Life is routine enough to control (barely) but once Mom gets sent off to a sanatorium, he gets shipped off to his Uncles. One's officious and no fun at all. The other works in a glass factory amongst a collection of misfits. Much more fun. Among the glaziers, there's his Uncle perpetually building or repairing, the grandfather who likes to be read to from lingerie catalogs, the acrobat who's a little crazy, the sculptor who specializes in erotic glass (which the foreman habitually shatters), and the plant hotty, who everyone has designs on.
Then, there are the kids, especially Saga (Melinda Kinnaman), a tomboy, who's trying to pass, and takes out her frustrations by boxing. For Ingemar, it's a virtual smorgasbord of curiosities and mysteries, even as he OCD's his way through life, pin balling from one misadventure to another, trying to fir in and missing the most important things.
Like Fate.
He's young enough to think "out of sight/out of mind"—Sickan's in a kennel, Mom's in the hospital. Nothing changes. He rolls with the punches, and he'll hook up with the missing later. Life is the day-to-day. The future there's always time for. When he thinks—over a book, or on the odd story that's stuck, burr-like, in his brain, like the first pooch in space, Laika, who went on a one way trip—it's over the backdrop of a star-filled sky, visible but unreachable, and the visual representation of an uncaring Universe—beautiful, cold and beyond comprehension.
But his most important aspect, that informs all of us, is he doesn't know what he doesn't know, and slowly, if unsurely, he's growing, becoming more aware, and starting to displace the empty spaces in his knowledge with things he didn't know he needed to know.

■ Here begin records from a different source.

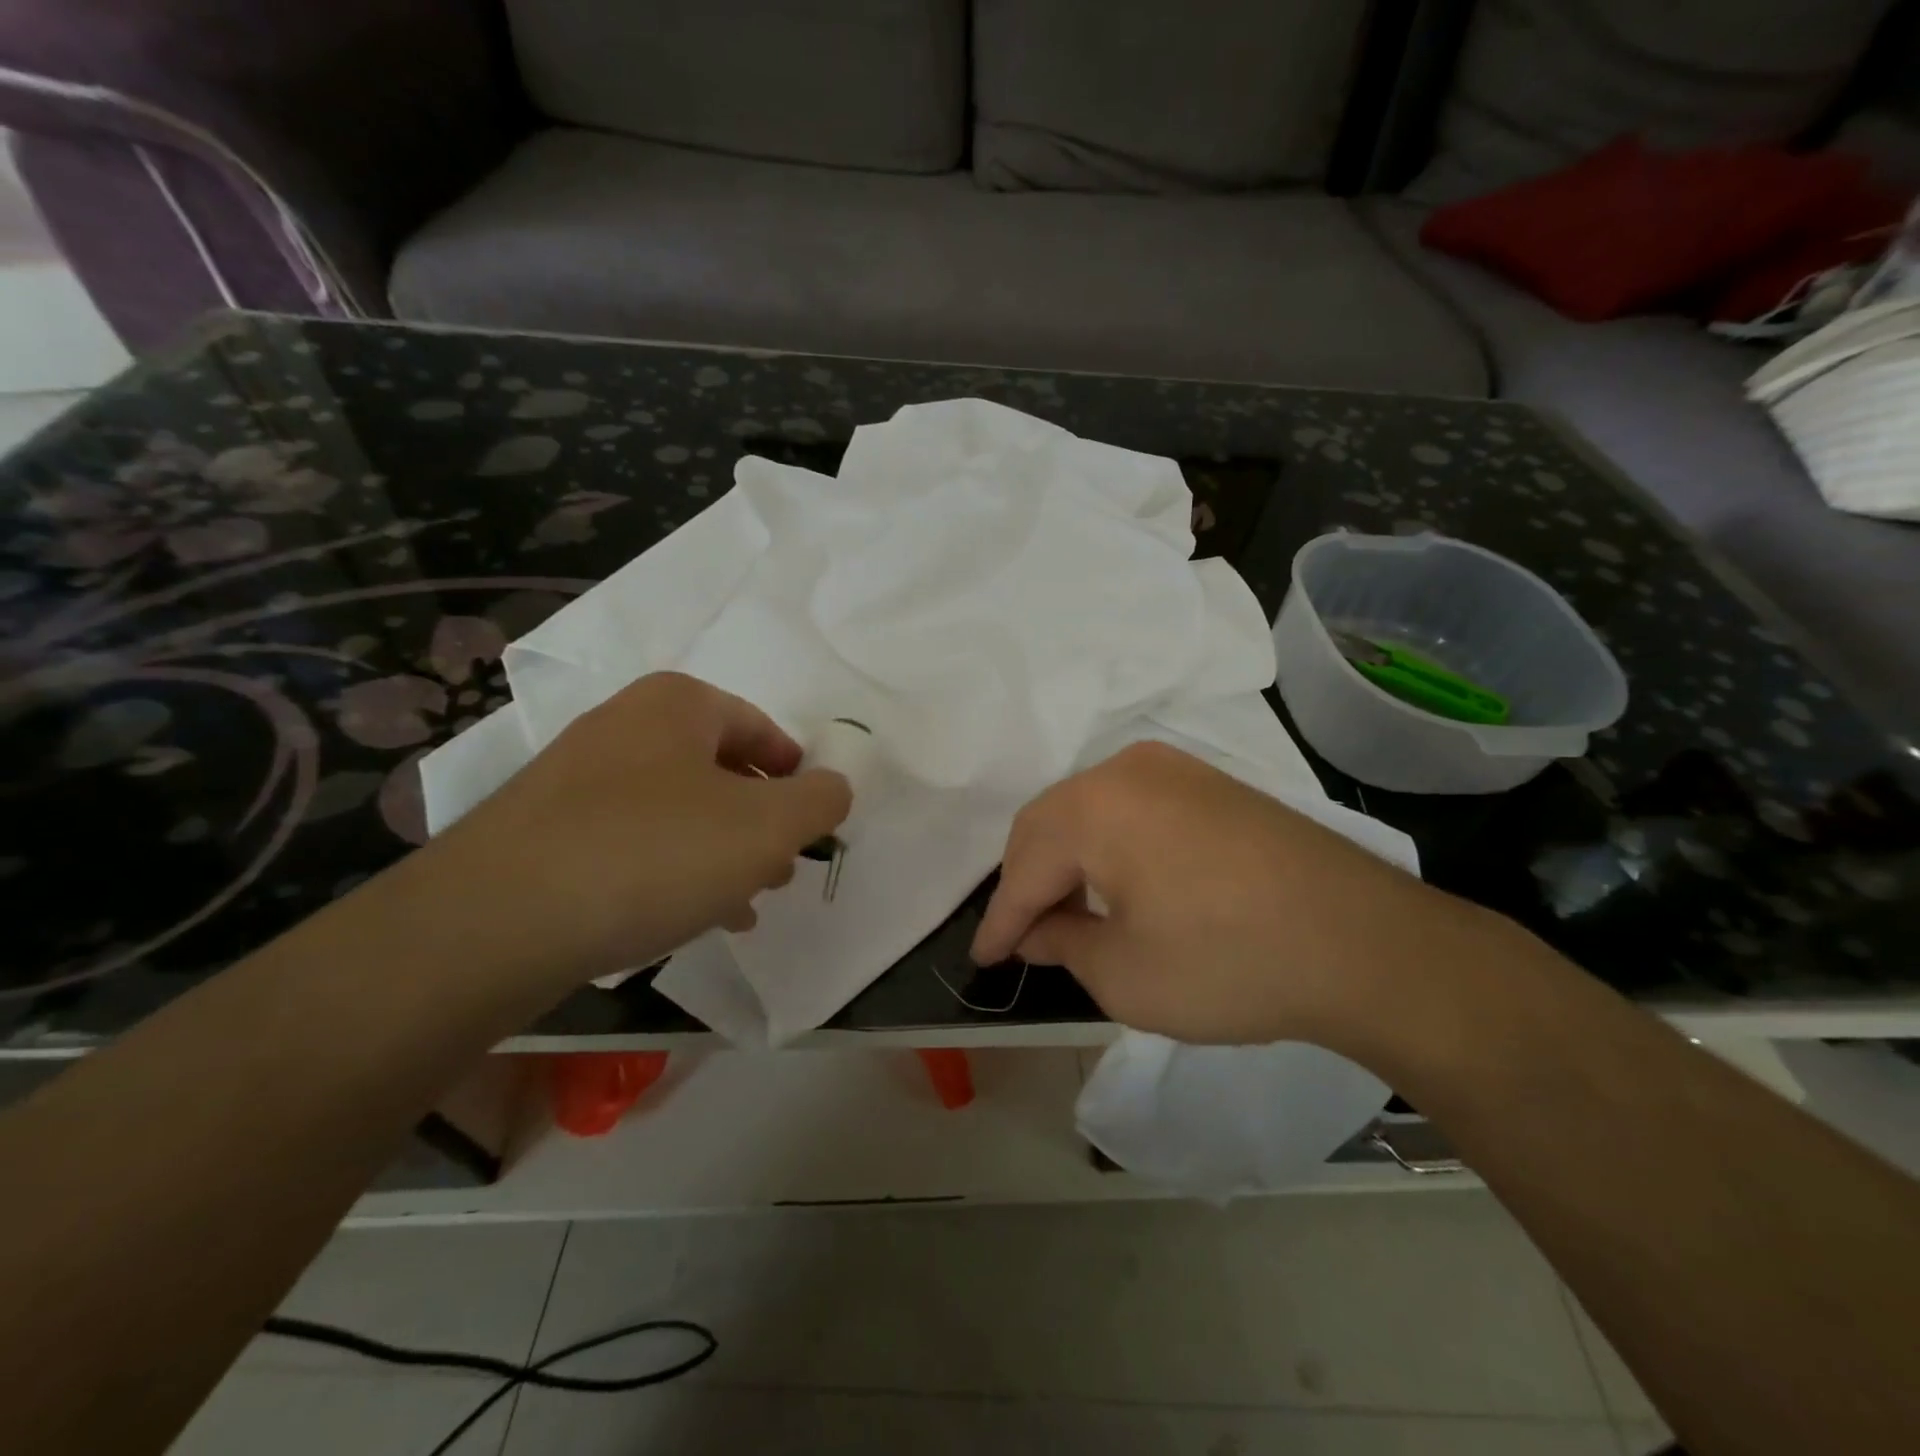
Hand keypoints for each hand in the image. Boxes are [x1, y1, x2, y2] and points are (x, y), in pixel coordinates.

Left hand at [419, 672, 850, 987]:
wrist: (497, 921)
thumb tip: (833, 788)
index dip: (796, 774)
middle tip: (782, 867)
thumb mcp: (767, 827)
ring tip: (743, 901)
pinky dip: (671, 871)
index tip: (812, 821)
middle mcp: (624, 726)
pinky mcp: (545, 832)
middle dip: (759, 820)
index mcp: (678, 704)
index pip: (761, 728)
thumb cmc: (654, 853)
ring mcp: (577, 779)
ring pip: (678, 810)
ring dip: (719, 852)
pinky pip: (633, 843)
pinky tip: (687, 917)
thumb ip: (819, 800)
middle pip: (719, 769)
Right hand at [971, 742, 1481, 1047]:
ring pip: (1090, 810)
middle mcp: (1126, 770)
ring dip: (1068, 859)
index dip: (1000, 919)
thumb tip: (1038, 930)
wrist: (1365, 943)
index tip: (983, 957)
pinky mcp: (1211, 784)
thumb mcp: (1124, 974)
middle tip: (1021, 935)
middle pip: (1051, 825)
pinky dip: (1109, 845)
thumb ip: (1063, 943)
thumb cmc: (1228, 963)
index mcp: (1094, 806)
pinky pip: (1132, 808)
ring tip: (1064, 910)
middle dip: (1029, 881)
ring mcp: (1175, 769)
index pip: (1025, 867)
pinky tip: (1118, 882)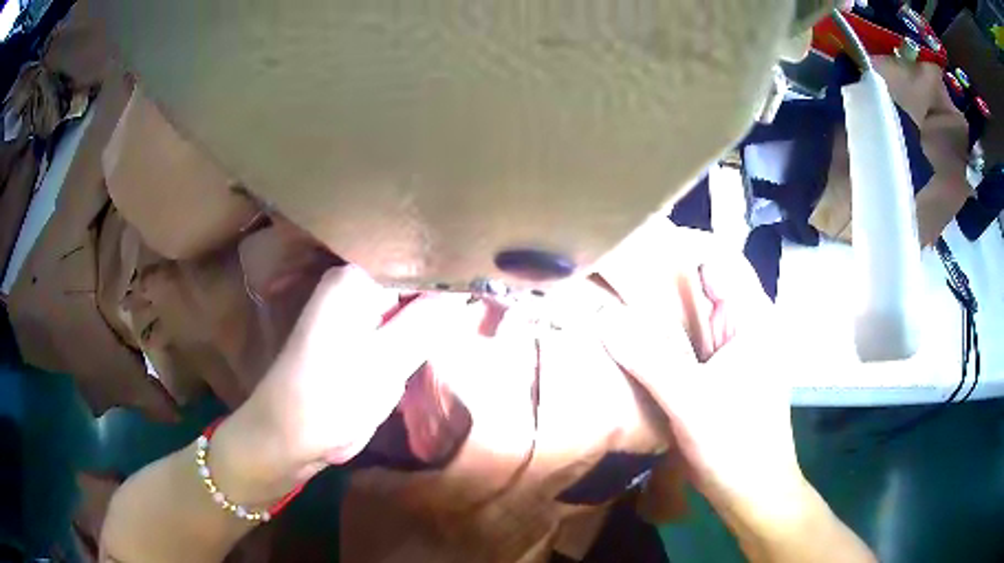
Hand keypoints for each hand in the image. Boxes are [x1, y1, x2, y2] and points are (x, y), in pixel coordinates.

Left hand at [208, 266, 471, 504]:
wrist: (290, 437)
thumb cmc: (330, 397)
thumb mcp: (385, 360)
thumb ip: (428, 321)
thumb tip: (470, 290)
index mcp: (355, 279)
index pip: (416, 258)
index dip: (455, 266)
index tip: (495, 273)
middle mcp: (356, 286)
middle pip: (416, 278)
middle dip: (453, 288)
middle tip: (500, 291)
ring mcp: (360, 313)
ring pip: (412, 303)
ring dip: (443, 310)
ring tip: (491, 304)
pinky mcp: (364, 339)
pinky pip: (403, 325)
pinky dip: (428, 330)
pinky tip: (460, 327)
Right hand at [596, 222, 804, 517]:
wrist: (754, 493)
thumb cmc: (736, 447)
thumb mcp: (692, 404)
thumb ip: (652, 359)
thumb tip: (604, 317)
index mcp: (753, 318)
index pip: (720, 257)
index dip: (682, 243)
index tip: (635, 244)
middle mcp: (746, 325)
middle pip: (704, 283)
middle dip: (662, 275)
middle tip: (612, 274)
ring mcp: (734, 350)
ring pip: (695, 313)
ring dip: (660, 308)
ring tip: (613, 301)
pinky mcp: (720, 373)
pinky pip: (690, 341)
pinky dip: (664, 337)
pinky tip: (633, 343)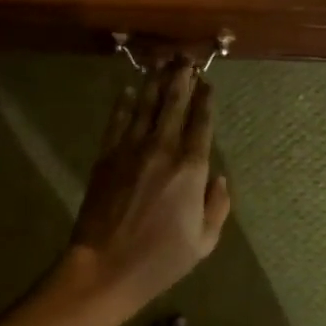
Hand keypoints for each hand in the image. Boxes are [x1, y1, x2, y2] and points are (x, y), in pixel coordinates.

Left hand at [68, 57, 231, 312]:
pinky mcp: (106, 156)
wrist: (105, 267)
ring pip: (146, 106)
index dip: (205, 100)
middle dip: (181, 78)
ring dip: (156, 82)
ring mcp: (131, 150)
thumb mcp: (204, 243)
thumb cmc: (160, 260)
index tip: (207, 82)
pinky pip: (117, 122)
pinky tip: (130, 89)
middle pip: (174, 104)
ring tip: (162, 61)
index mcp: (191, 169)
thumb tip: (220, 178)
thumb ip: (217, 207)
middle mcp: (163, 150)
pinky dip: (124, 103)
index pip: (201, 124)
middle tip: (185, 58)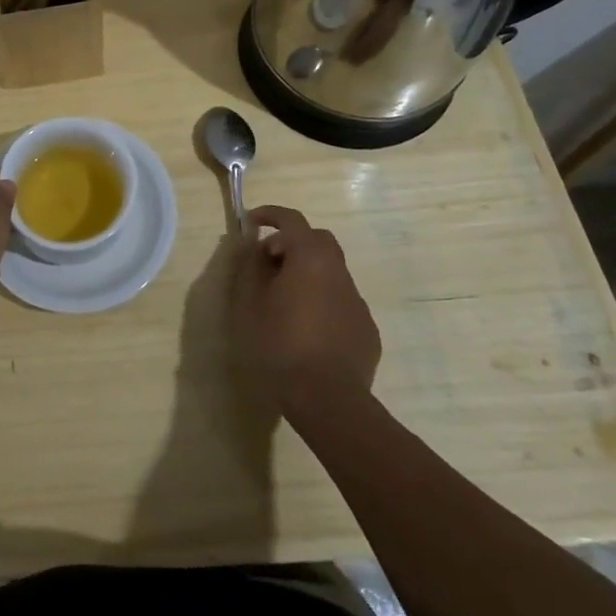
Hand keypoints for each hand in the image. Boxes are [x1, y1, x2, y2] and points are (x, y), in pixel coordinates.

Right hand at [234, 205, 381, 419]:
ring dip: (307, 275)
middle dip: (291, 244)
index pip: (291, 220)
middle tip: (268, 264)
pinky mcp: (367, 330)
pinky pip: (341, 302)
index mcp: (310, 258)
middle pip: (317, 241)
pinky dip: (322, 302)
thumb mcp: (249, 304)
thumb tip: (252, 247)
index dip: (270, 214)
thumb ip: (250, 268)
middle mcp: (338, 272)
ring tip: (283, 302)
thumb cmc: (280, 345)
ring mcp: (357, 301)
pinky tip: (307, 331)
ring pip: (330, 273)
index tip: (251, 221)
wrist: (328, 400)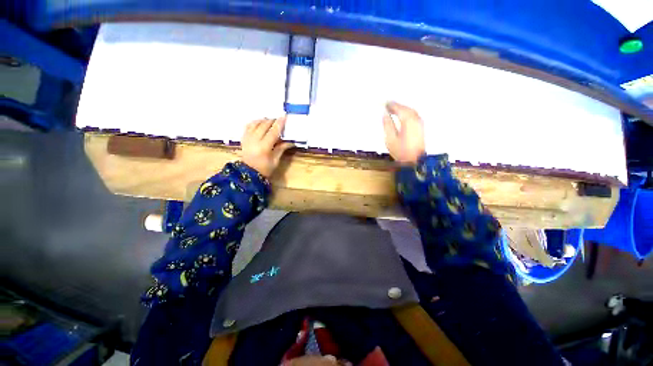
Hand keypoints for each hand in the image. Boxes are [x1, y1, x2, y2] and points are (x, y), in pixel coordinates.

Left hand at [242, 116, 294, 177]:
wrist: (248, 173)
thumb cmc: (264, 169)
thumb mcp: (275, 160)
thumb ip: (282, 148)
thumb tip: (291, 141)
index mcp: (264, 147)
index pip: (273, 132)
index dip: (279, 124)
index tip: (284, 116)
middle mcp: (254, 140)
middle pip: (264, 125)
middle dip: (273, 120)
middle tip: (279, 120)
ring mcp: (247, 138)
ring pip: (256, 123)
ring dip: (264, 120)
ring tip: (271, 121)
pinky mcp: (243, 138)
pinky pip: (249, 125)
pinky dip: (255, 122)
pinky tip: (260, 122)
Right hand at [382, 101, 425, 164]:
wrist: (415, 161)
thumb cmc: (401, 151)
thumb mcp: (390, 139)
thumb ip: (387, 125)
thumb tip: (385, 114)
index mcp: (408, 121)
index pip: (399, 108)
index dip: (391, 105)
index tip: (384, 103)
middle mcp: (416, 119)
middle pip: (405, 108)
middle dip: (396, 106)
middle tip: (387, 105)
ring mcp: (419, 123)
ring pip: (410, 111)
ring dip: (402, 109)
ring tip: (392, 110)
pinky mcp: (420, 127)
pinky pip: (413, 115)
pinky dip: (406, 113)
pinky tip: (401, 116)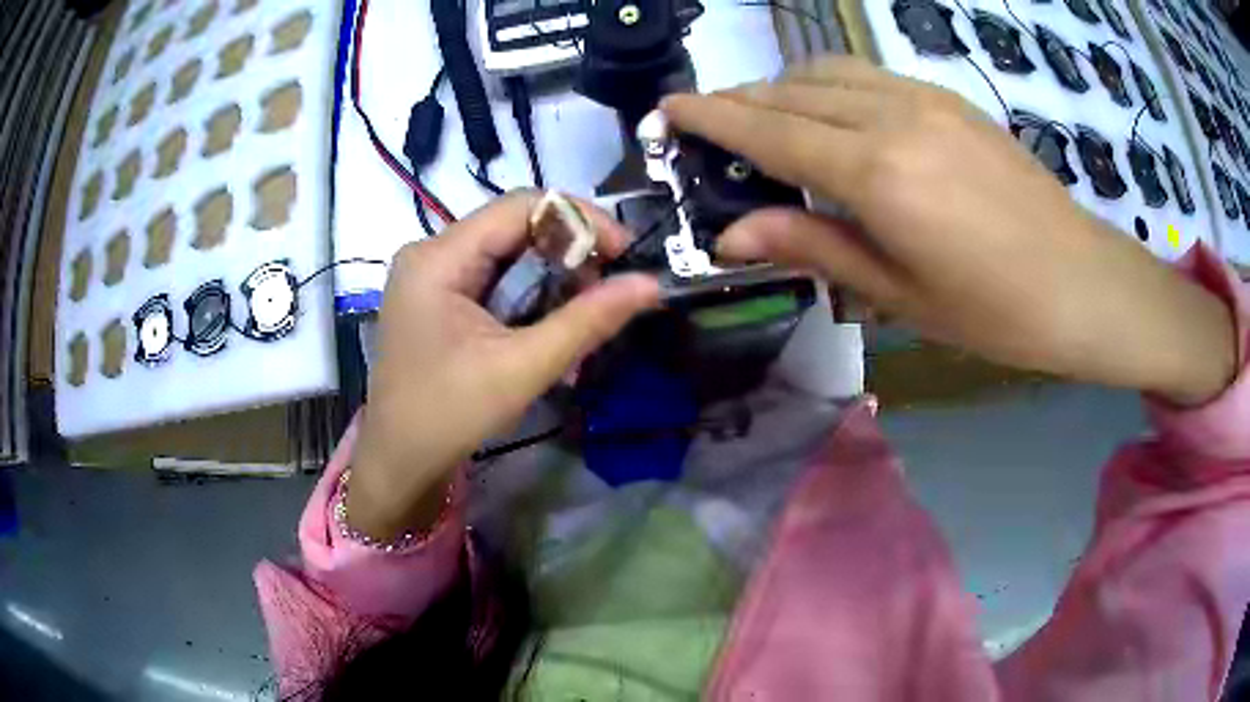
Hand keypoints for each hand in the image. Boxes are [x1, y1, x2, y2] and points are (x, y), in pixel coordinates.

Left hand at [348, 193, 659, 539]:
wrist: (399, 462)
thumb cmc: (449, 416)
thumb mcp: (522, 368)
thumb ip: (587, 321)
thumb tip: (650, 284)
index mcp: (439, 258)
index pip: (521, 206)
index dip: (580, 219)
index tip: (624, 252)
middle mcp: (431, 252)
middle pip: (515, 226)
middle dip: (569, 252)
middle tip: (607, 289)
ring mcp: (431, 274)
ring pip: (509, 252)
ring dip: (553, 276)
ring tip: (583, 314)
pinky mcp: (437, 297)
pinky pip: (494, 277)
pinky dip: (530, 294)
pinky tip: (550, 325)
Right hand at [662, 57, 1236, 405]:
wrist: (1081, 283)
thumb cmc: (994, 311)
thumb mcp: (898, 294)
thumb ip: (814, 245)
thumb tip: (734, 233)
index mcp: (878, 174)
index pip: (769, 129)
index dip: (711, 116)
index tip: (668, 109)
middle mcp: (894, 117)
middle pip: (792, 89)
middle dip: (741, 100)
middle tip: (711, 127)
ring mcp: (926, 98)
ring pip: (828, 71)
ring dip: (783, 88)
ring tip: (766, 122)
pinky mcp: (949, 99)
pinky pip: (869, 75)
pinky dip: (830, 86)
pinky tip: (832, 117)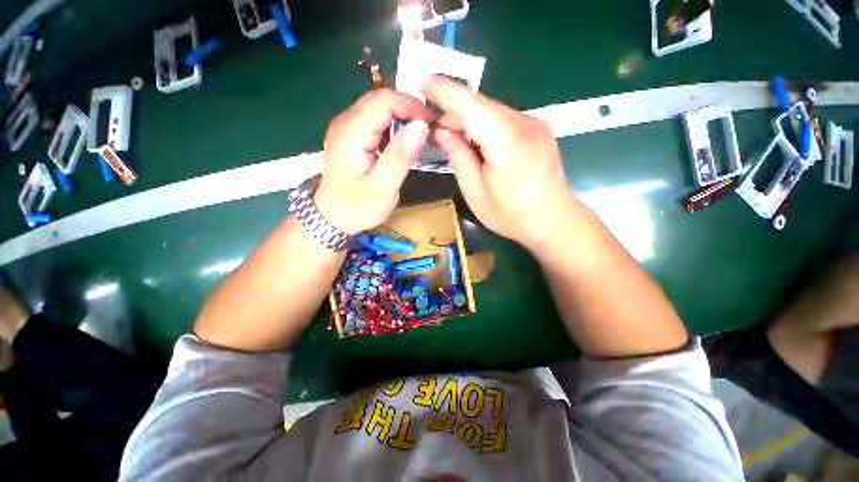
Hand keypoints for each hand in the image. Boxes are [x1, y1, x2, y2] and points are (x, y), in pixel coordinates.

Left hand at [316, 89, 433, 234]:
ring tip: (420, 137)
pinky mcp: (352, 135)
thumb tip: (420, 126)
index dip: (411, 105)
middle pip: (381, 100)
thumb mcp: (383, 188)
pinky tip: (403, 143)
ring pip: (379, 108)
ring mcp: (347, 127)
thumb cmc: (357, 207)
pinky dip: (394, 127)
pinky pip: (376, 121)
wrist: (332, 217)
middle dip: (409, 110)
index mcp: (351, 133)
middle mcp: (346, 122)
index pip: (383, 100)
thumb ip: (400, 156)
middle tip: (429, 131)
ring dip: (403, 118)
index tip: (431, 124)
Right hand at [423, 76, 574, 249]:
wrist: (554, 221)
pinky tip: (477, 143)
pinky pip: (503, 120)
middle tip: (434, 130)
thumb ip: (459, 158)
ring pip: (492, 111)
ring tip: (453, 138)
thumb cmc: (512, 215)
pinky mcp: (538, 130)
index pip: (471, 106)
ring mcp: (535, 124)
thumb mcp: (476, 193)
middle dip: (454, 112)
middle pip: (481, 105)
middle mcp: (524, 124)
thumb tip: (443, 132)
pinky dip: (485, 126)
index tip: (423, 82)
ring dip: (469, 120)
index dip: (445, 92)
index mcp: (506, 141)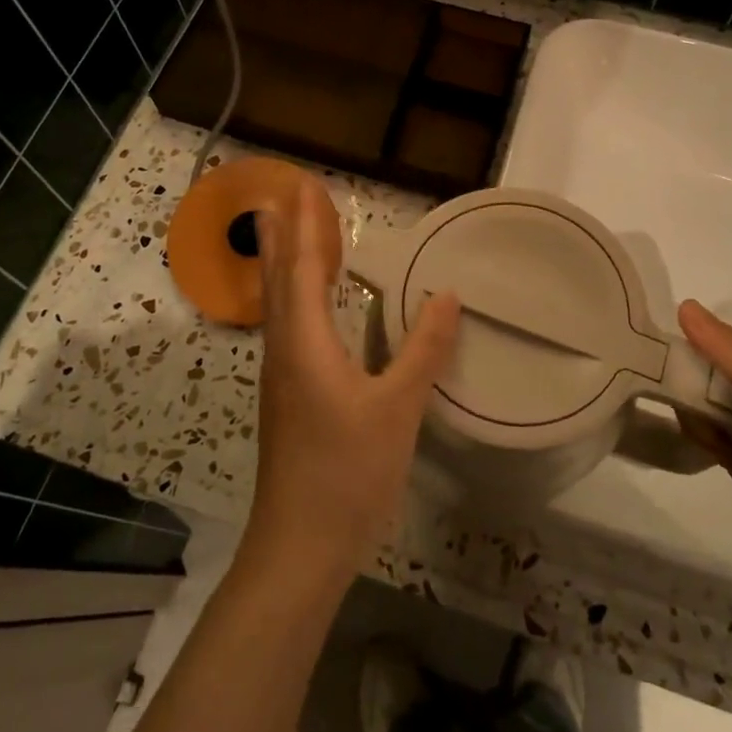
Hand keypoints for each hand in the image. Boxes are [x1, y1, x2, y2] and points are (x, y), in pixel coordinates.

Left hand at [244, 181, 460, 585]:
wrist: (299, 548)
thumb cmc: (347, 473)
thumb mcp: (398, 409)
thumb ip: (424, 350)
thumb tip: (449, 294)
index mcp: (305, 342)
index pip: (302, 267)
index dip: (305, 223)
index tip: (303, 184)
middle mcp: (285, 349)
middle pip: (281, 278)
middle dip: (287, 232)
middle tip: (291, 194)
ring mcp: (283, 376)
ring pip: (282, 303)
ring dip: (290, 262)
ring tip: (299, 233)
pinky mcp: (289, 397)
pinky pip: (291, 326)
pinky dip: (300, 296)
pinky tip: (317, 305)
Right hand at [675, 300, 731, 601]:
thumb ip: (731, 353)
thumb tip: (683, 305)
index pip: (721, 339)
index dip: (697, 354)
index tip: (680, 375)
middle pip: (708, 367)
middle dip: (694, 387)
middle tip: (702, 415)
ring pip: (701, 397)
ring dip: (696, 415)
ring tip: (718, 441)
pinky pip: (704, 427)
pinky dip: (701, 435)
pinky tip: (716, 454)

And the title is apt. He is living a dog's life—kept, with the advantage of being cared for, but never in control, always at the mercy of the world and its random charities and acts of kindness. But he's also a victim of its constant indifference. In the process of making our way across the river of life, we are buoyed by the rocks beneath our feet, occasionally losing our footing, attempting to stand straight and not go under. We learn our way, negotiate our path and find our place.
My Life as a Dog is a fine portrait of a child's experience, and everybody's. It ends with a sense of becoming and is
Hallström 's best display of life's messy, unruly experience. Even though he's gone further in his ambitions, taken more risks, this is his most well thought out, complete and realized film on the complexities of the shared experience he has been reaching for his entire career.